Quelques chiffres : 87 % des victimes d’actes sexistes enregistrés par les forces de l’ordre sont des femmes et 91 % des mis en cause sont des hommes.
60 % des Européennes déclarent, en 2019, avoir déjà été victimes d’au moins une forme de violence sexiste ou sexuelle au cours de leur carrière.

L'outrage sexiste, nouvelle infraction

En France, l'outrage sexiste a été introduit dans le Code pénal par la loi n°2018-703 du 3 août 2018 renforçant la lutte contre les violences sexistes et sexuelles : "Constitue un outrage sexiste le fait, hors les cas prévus aux articles 222-13, 222-32, 222-33, et 222-33-2-2, d’imposer à une personne tout propos ou comportement à connotation sexuelle ou sexiste qui, soit porte atteinte à sa dignité en raison de son caractère dégradant ou humiliant, soit crée à son encontre une situation intimidante, hostile ou offensante." (Article 621-1 du Code pénal). L’outrage sexiste est puni d’une contravention de 4ème classe d’un montant de 750 € d’amende. Selon les circonstances, il peut être puni d’une contravention de 5ème classe d’un montant de 1500 € d’amende.
comportements sexistes
@Le Parisien
Au 31 décembre 2019, 1 124 infractions pour outrage sexiste ont été enregistrées par les forces de police sur l’ensemble du territoire français, depuis l’entrée en vigueur de la loi.

Sexisme et médias font bon ménage

La part des femmes à la télévision est de 42 % en 2019 et n’est plus que de 29 % aux heures de grande écoute.

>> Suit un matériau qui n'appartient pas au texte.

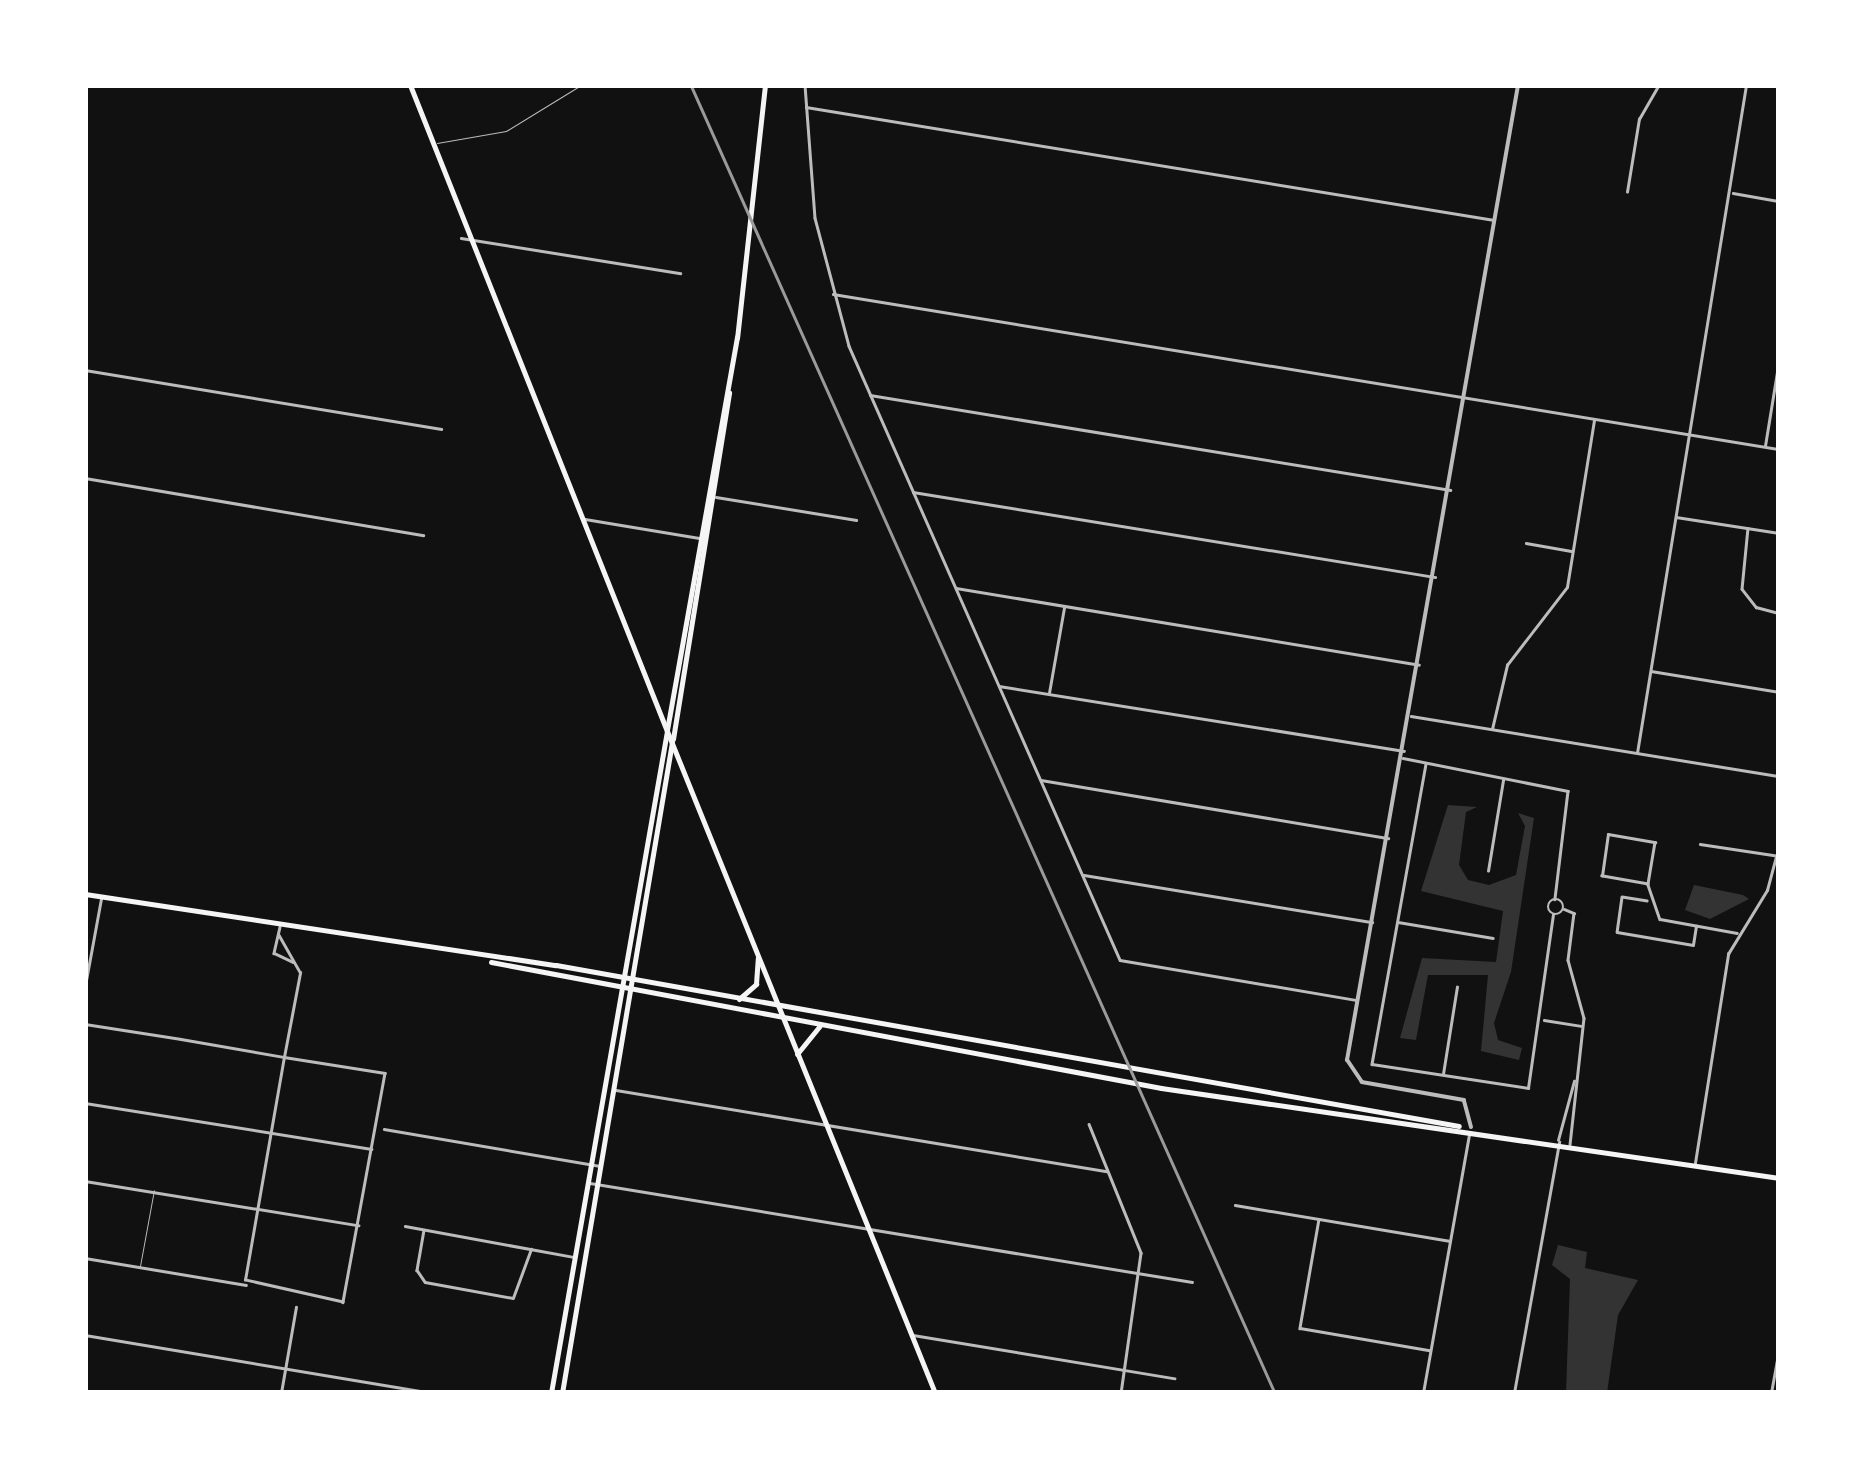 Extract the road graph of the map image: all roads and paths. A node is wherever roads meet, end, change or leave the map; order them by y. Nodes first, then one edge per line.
1 (410, 85) edge
2 (581, 85) edge
3 (765, 85) edge
4 (804, 85) edge
5 (1518, 85) edge
6 (1659, 85) edge
7 (1746, 85) edge
8 (805, 106) junction
9 (434, 143) junction
10 (1626, 192) dead end
11 (1732, 193) junction
12 (1779, 201) edge
13 (1496, 221) junction
14 (473, 237) junction
15 (461, 238) dead end
16 (680, 273) dead end
17 (832, 294) junction
18 (1779, 363) edge
19 (85, 370) edge
20 (729, 393) junction
21 (869, 395) junction
22 (1466, 398) junction
23 (1594, 419) junction
24 (441, 429) dead end
25 (1688, 434) junction
26 (1765, 446) junction
27 (1779, 449) edge
28 (85, 478) edge
29 (1450, 490) junction
30 (912, 492) junction
31 (715, 497) junction
32 (1675, 516) junction
33 (583, 519) junction
34 (856, 520) dead end
35 (1748, 528) junction
36 (1779, 534) edge
37 (423, 535) dead end
38 (701, 538) junction
39 (1526, 543) dead end
40 (1574, 551) junction
41 (1435, 578) junction
42 (955, 588) junction
43 (1064, 606) junction
44 (1779, 613) edge
45 (1419, 665) junction
46 (1650, 671) junction
47 (998, 686) junction
48 (1779, 692) edge
49 (1049, 694) junction
50 (1411, 716) junction
51 (1492, 729) junction
52 (668, 731) junction
53 (672, 742) junction
54 (1637, 753) junction
55 (1403, 754) junction
56 (1426, 764) junction
57 (1779, 776) edge
58 (1503, 778) junction
59 (1040, 780) junction
60 (1388, 838) junction
61 (1700, 844) dead end
62 (1777, 856) edge
63 (1488, 871) dead end
64 (1082, 874) junction
65 (1648, 884) junction
66 (85, 894) edge
67 (101, 897) junction
68 (1556, 899) junction
69 (1647, 901) junction
70 (1564, 908) junction
71 (1553, 915) junction
72 (1372, 922) junction
73 (1396, 922) junction
74 (280, 926) junction
75 (1696, 926) junction
76 (1737, 933) junction
77 (1493, 938) dead end
78 (758, 956) junction
79 (491, 962) junction
80 (625, 977) junction
81 (634, 980) junction
82 (85, 986) edge
83 (1457, 987) dead end
84 (622, 990) junction
85 (633, 992) junction
86 (738, 999) junction
87 (1358, 1000) junction
88 (778, 1006) junction
89 (784, 1018) junction
90 (1542, 1020) junction
91 (85, 1024) edge
92 (823, 1024) junction
93 (1583, 1026) junction
94 (797, 1054) junction
95 (284, 1057) junction
96 (1443, 1077) junction
97 (1575, 1079) junction
98 (616, 1090) junction
99 (85, 1103) edge
100 (1090, 1124) dead end
101 (827, 1125) junction
102 (1459, 1126) junction
103 (1470, 1127) junction
104 (384, 1129) dead end
105 (271, 1131) junction
106 (1558, 1142) junction
107 (1570, 1144) junction
108 (372, 1149) junction
109 (592, 1164) junction
110 (1695, 1164) junction
111 (602, 1166) junction
112 (1106, 1170) junction
113 (1779, 1178) edge
114 (85, 1181) edge
115 (588, 1183) junction
116 (599, 1185) junction
117 (154, 1190) junction
118 (1235, 1205) dead end
119 (257, 1209) junction
120 (1319, 1219) junction
121 (359, 1226) junction
122 (405, 1226) dead end
123 (868, 1229) junction
124 (424, 1230) junction
125 (1450, 1241) junction
126 (530, 1249) junction
127 (575, 1257) junction
128 (85, 1258) edge
129 (140, 1268) junction
130 (1140, 1274) junction
131 (1192, 1282) dead end
132 (247, 1286) junction
133 (296, 1307) dead end
134 (911, 1334) junction
135 (85, 1335) edge
136 (1779, 1349) edge
137 (1431, 1350) junction
138 (285, 1369) junction
139 (1124, 1371) junction
140 (1174, 1378) dead end
141 (281, 1393) edge
142 (430, 1393) edge
143 (550, 1393) edge
144 (562, 1393) edge
145 (935, 1393) edge
146 (1121, 1393) edge
147 (1423, 1393) edge
148 (1514, 1393) edge
149 (1771, 1393) edge

1 - 9 main road
2 - 9 lane
3 - 20 main road
4 - 8 street
5 - 13 street
6 - 10 street
7 - 11 street
8 - 13 street
8 - 17 street
9 - 14 main road
11 - 12 street
11 - 25 street
13 - 22 street
14 - 15 street
14 - 16 street
14 - 33 main road
17 - 21 street
17 - 22 street
18 - 26 street
19 - 24 street
20 - 31 main road
20 - 38 main road
21 - 29 street
21 - 30 street
22 - 23 street
22 - 29 street
23 - 25 street
23 - 40 street
25 - 26 street
25 - 32 street
26 - 27 street
28 - 37 street
29 - 41 street
30 - 41 street
30 - 42 street
31 - 34 street
31 - 53 main road
32 - 35 street
32 - 46 street
33 - 38 street
33 - 52 main road
35 - 36 street
35 - 44 street
38 - 52 main road
39 - 40 street
40 - 51 street
41 - 45 street
42 - 43 street
42 - 47 street
43 - 45 street
43 - 49 street
45 - 50 street
46 - 48 street
46 - 54 street
47 - 49 street
47 - 59 street
49 - 55 street
50 - 51 street
50 - 55 street
51 - 54 street
52 - 53 main road
52 - 80 main road
53 - 78 main road
53 - 81 main road
54 - 57 street
55 - 56 street
55 - 60 street
56 - 58 street
56 - 73 street
58 - 63 street
58 - 68 street
59 - 60 street
59 - 64 street
60 - 72 street
61 - 62 street
62 - 76 street
64 - 72 street
64 - 87 street
65 - 65 street
65 - 69 street
66 - 67 main road
67 - 74 main road
67 - 82 street
68 - 70 street
68 - 71 street
69 - 75 street
69 - 75 street
70 - 71 street
70 - 93 street
71 - 90 street
72 - 87 street
73 - 77 street
73 - 96 street
74 - 79 main road
74 - 95 street
75 - 76 street
76 - 110 street
78 - 86 main road
78 - 88 main road
79 - 80 main road
79 - 84 main road
80 - 81 main road
80 - 84 main road
81 - 85 main road
81 - 86 main road
83 - 96 street
84 - 85 main road
84 - 109 main road
85 - 89 main road
85 - 98 main road
86 - 88 main road
87 - 103 street
88 - 89 main road
88 - 102 main road
89 - 92 main road
89 - 94 main road
90 - 93 street
90 - 96 street
91 - 95 street
92 - 94 main road
92 - 102 main road
93 - 97 street
94 - 101 main road
95 - 105 street
95 - 108 street
97 - 106 street
97 - 107 street
98 - 101 street
98 - 111 main road
99 - 105 street
100 - 112 street
101 - 112 street
101 - 123 main road
102 - 103 main road
103 - 106 main road
103 - 125 street
104 - 109 street
105 - 108 street
105 - 119 street
106 - 107 main road
106 - 148 street
107 - 110 main road
108 - 121 street
109 - 111 street
109 - 115 main road
110 - 113 main road
111 - 116 main road
112 - 130 street
114 - 117 street
115 - 116 street
115 - 127 main road
116 - 123 street
116 - 144 main road
117 - 119 street
117 - 129 lane
118 - 120 street
119 - 121 street
119 - 132 street
120 - 125 street
120 - 137 street
121 - 132 street
122 - 124 street
123 - 130 street
123 - 134 main road
124 - 126 street
124 - 126 street
125 - 137 street
126 - 127 street
127 - 143 main road
128 - 129 street
129 - 132 street
130 - 131 street
130 - 139 street
133 - 138 street
134 - 139 street
134 - 145 main road
135 - 138 street
136 - 149 street
137 - 147 street
138 - 141 street
138 - 142 street
139 - 140 street
139 - 146 street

Dans les émissions de divertissement, notamment de téléréalité, les traits de caractère et les assignations à des tâches et rôles sociaux de sexe sont stéréotypés ; le dénigrement et la disqualification des femmes sont toujours présents, de même qu’une hyper sexualisation sans lien avec le sujet traité.

L’analyse du HCE s’est portée sur le sexisme dans les émissions de divertissement, et plus particulièrement dans celles de téléréalité. Le constat est sans appel : la téléréalité est une grande pourvoyeuse de sexisme.

marseillais sexkstes
"Les Marseillais", diffusé sur W9 
©W9
Le projet de loi sur l’audiovisuel est particulièrement silencieux sur la question des femmes, pointe également le rapport du HCE, qui invite les autorités à "renforcer le rôle du CSA pour imposer à chaque chaîne de progresser annuellement, à la fois sur la présence des femmes à l’antenne par type de vecteur et heure d’audience, mais aussi sur la diminution des stéréotypes dans leurs programmes. Ce projet de loi doit, de plus, inclure une disposition permettant une régulation des contenus sur les plateformes numériques".

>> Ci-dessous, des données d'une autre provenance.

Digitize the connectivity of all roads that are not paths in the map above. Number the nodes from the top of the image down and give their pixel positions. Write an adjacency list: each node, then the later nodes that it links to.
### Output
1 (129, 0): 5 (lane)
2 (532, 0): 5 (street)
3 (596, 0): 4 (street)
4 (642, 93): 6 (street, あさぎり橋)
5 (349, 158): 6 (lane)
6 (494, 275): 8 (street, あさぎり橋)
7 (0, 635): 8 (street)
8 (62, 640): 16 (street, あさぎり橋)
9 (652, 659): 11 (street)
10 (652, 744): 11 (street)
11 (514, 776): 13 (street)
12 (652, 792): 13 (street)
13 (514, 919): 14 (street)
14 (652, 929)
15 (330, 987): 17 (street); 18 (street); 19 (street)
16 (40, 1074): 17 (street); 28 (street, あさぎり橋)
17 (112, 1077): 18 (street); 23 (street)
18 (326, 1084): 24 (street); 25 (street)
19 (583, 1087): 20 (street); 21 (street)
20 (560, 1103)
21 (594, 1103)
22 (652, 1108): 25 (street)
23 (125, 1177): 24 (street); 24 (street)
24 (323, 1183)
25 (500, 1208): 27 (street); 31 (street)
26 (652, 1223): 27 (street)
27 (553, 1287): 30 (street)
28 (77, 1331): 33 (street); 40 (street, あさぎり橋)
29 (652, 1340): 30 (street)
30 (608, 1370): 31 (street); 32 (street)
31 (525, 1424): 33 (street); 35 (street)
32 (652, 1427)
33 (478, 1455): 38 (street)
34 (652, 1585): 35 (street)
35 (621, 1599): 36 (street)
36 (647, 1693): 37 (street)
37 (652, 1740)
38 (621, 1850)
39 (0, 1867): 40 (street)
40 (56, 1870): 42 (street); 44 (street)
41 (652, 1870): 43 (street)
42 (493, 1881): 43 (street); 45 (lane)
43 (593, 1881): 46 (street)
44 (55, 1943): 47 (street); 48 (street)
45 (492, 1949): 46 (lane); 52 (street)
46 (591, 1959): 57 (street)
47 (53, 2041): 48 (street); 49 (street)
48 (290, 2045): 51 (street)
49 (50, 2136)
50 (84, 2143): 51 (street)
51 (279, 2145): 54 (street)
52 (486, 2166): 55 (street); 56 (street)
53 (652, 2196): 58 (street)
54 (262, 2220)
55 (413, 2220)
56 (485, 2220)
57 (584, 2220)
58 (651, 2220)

Le HCE émet plusieurs recommandations pour lutter contre le sexisme dans les médias, comme par exemple celle d'inscrire dans le cahier des charges du Service public un objectif de femmes réalisatrices et de femmes dans les métiers techniques de l’audiovisuel de l’ordre de 30 % en 2022 puis 40 % d’ici 5 ans.

La politique, bastion sexiste

Quant au milieu politique, il demeure un bastion majeur du sexisme et fonctionne comme une chasse gardée des hommes. Malgré les lois de parité, le pouvoir reste très majoritairement masculin : 84% des maires et 92% des président.e.s d’intercommunalité sont des hommes.

Parmi ses 32 recommandations, nous retiendrons aussi celle-ci : le HCE souhaite qu'en période électorale soit publié un décompte spécifique du temps de parole accordé aux femmes et aux hommes par semaine.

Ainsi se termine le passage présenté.